- _Available data_
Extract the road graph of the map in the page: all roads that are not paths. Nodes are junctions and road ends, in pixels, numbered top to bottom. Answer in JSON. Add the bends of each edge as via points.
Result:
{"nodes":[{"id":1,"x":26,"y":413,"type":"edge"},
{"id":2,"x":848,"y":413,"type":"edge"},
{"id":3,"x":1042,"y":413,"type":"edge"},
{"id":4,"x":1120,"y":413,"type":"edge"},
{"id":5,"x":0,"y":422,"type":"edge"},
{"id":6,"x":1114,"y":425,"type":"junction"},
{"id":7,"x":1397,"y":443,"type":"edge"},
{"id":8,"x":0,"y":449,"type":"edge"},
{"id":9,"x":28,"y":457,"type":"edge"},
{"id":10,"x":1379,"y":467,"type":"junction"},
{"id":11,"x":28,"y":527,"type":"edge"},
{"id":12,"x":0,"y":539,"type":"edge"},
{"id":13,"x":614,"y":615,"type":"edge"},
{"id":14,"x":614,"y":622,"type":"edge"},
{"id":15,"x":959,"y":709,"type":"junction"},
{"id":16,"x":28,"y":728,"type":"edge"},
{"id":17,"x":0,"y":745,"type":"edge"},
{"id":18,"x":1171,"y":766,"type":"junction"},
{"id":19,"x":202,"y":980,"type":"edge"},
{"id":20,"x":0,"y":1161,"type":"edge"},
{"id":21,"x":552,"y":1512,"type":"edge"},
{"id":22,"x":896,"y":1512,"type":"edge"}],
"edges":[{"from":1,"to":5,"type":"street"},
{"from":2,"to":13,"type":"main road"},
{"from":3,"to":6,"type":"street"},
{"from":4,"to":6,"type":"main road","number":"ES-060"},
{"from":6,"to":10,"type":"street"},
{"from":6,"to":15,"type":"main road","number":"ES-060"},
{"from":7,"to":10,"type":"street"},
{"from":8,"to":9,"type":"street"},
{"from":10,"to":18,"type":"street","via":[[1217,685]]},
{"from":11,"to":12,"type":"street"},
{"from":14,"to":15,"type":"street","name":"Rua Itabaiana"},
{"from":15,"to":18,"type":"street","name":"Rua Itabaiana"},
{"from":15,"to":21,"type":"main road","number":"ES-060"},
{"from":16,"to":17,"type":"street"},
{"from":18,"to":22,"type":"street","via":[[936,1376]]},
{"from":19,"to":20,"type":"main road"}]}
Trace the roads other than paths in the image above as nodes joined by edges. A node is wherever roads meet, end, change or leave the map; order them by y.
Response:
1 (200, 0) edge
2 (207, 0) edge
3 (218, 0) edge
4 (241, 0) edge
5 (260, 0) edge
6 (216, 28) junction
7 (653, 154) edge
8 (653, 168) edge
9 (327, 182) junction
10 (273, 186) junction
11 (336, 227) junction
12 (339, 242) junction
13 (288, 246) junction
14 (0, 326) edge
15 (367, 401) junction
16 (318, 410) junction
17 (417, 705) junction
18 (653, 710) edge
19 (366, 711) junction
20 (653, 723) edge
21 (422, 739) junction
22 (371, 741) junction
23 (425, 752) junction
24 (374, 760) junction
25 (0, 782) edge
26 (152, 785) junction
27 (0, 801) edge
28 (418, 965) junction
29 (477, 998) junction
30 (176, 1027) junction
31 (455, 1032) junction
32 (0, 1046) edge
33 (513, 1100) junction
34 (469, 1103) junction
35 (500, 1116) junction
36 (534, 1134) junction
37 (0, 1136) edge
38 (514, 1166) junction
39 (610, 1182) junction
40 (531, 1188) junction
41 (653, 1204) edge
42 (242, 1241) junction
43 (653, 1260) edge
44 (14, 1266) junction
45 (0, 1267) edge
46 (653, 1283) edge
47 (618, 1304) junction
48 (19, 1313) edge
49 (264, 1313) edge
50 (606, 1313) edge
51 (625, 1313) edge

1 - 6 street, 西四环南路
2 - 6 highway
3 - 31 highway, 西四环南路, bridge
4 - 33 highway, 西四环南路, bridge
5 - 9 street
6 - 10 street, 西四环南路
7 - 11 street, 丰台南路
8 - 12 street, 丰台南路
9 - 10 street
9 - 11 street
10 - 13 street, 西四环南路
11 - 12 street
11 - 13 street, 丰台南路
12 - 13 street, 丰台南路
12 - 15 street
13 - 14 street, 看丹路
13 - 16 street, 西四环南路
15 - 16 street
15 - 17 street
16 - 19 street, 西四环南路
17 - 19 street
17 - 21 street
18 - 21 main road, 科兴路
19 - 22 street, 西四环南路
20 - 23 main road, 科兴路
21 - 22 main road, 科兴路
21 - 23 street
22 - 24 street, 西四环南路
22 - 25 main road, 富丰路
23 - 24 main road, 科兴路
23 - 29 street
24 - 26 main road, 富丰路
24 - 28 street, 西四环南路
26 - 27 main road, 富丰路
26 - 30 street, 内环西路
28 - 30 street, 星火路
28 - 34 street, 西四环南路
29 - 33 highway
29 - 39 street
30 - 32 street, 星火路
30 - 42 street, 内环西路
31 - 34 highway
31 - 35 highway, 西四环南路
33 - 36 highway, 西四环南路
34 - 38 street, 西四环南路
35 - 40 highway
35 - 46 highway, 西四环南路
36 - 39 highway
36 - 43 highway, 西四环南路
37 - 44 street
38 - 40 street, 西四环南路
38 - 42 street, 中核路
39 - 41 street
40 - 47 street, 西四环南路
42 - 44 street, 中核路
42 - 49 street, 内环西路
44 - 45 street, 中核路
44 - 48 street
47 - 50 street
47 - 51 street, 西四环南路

- _Action item_
Report all lines in the records that include the string "edges".

- _Answer section_
"edges":[{"from":1,"to":5,"type":"street"},
Trace the roads other than paths in the image above as nodes joined by edges. A node is wherever roads meet, end, change or leave the map; order them by y.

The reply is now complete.